TASK DATA:

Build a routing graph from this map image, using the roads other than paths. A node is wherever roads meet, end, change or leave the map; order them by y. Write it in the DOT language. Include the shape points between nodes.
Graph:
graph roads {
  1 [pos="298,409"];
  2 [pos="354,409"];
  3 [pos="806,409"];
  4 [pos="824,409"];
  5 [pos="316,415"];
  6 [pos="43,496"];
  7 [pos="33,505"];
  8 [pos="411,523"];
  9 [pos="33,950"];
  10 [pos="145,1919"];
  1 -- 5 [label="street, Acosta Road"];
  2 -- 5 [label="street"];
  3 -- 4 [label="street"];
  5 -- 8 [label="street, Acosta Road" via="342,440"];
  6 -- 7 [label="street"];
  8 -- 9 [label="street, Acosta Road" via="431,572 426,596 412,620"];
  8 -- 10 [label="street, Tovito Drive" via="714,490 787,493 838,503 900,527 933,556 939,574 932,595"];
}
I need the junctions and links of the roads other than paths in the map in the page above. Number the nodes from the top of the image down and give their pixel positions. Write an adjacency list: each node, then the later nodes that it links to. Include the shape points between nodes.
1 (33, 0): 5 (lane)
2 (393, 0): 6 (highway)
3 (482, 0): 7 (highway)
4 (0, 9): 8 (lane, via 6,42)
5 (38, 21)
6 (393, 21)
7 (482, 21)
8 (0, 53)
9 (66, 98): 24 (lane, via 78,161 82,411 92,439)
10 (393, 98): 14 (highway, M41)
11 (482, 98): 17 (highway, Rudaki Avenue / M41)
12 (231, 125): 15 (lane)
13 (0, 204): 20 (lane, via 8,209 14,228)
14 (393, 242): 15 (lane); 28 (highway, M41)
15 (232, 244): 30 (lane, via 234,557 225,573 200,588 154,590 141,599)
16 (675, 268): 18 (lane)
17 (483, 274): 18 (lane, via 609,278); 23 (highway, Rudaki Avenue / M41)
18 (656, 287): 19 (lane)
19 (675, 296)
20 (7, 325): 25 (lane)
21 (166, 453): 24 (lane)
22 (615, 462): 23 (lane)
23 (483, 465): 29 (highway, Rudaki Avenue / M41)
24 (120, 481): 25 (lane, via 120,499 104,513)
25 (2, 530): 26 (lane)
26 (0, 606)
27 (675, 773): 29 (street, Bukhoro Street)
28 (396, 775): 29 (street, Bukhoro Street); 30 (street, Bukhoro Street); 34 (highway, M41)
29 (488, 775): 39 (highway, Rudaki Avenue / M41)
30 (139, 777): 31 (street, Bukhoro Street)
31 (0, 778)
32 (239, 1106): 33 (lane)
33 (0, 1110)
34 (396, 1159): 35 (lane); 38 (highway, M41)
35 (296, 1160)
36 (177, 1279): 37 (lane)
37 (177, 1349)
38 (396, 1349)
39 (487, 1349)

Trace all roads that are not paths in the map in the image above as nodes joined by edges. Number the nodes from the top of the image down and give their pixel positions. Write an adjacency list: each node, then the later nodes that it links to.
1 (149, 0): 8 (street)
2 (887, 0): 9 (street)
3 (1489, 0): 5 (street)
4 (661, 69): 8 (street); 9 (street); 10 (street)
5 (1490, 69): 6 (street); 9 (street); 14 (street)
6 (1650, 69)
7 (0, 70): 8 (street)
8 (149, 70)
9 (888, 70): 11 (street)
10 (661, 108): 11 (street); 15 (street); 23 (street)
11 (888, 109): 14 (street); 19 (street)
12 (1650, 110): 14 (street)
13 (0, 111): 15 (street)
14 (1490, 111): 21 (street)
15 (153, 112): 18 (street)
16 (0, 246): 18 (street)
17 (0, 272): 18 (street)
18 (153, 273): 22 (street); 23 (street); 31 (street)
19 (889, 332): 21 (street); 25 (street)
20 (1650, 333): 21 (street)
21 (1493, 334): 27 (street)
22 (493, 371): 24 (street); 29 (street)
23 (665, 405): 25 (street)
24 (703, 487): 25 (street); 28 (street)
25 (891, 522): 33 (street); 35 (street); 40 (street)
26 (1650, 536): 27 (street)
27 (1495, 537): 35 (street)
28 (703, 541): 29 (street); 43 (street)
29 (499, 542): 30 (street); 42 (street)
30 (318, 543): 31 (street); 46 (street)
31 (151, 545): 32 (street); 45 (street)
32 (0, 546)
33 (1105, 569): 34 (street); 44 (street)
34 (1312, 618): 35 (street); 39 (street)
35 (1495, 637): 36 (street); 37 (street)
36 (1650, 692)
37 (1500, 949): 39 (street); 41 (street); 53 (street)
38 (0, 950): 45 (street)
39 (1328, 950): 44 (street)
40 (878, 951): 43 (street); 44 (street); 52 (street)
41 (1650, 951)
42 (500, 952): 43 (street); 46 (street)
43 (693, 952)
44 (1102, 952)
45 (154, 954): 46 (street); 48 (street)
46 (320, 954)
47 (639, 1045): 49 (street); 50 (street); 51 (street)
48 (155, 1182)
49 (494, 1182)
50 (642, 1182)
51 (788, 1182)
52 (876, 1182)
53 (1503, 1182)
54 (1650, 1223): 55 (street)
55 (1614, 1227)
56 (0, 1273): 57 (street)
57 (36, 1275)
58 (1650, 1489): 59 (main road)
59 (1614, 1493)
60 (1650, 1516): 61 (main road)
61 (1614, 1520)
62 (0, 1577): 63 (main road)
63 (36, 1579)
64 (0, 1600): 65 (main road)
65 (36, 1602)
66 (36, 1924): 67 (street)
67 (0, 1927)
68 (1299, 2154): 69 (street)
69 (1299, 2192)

REQUIREMENT:
Calculate how many lines of the material include the string "then", and state that number by itself.

EXERCISE SOLUTION:
2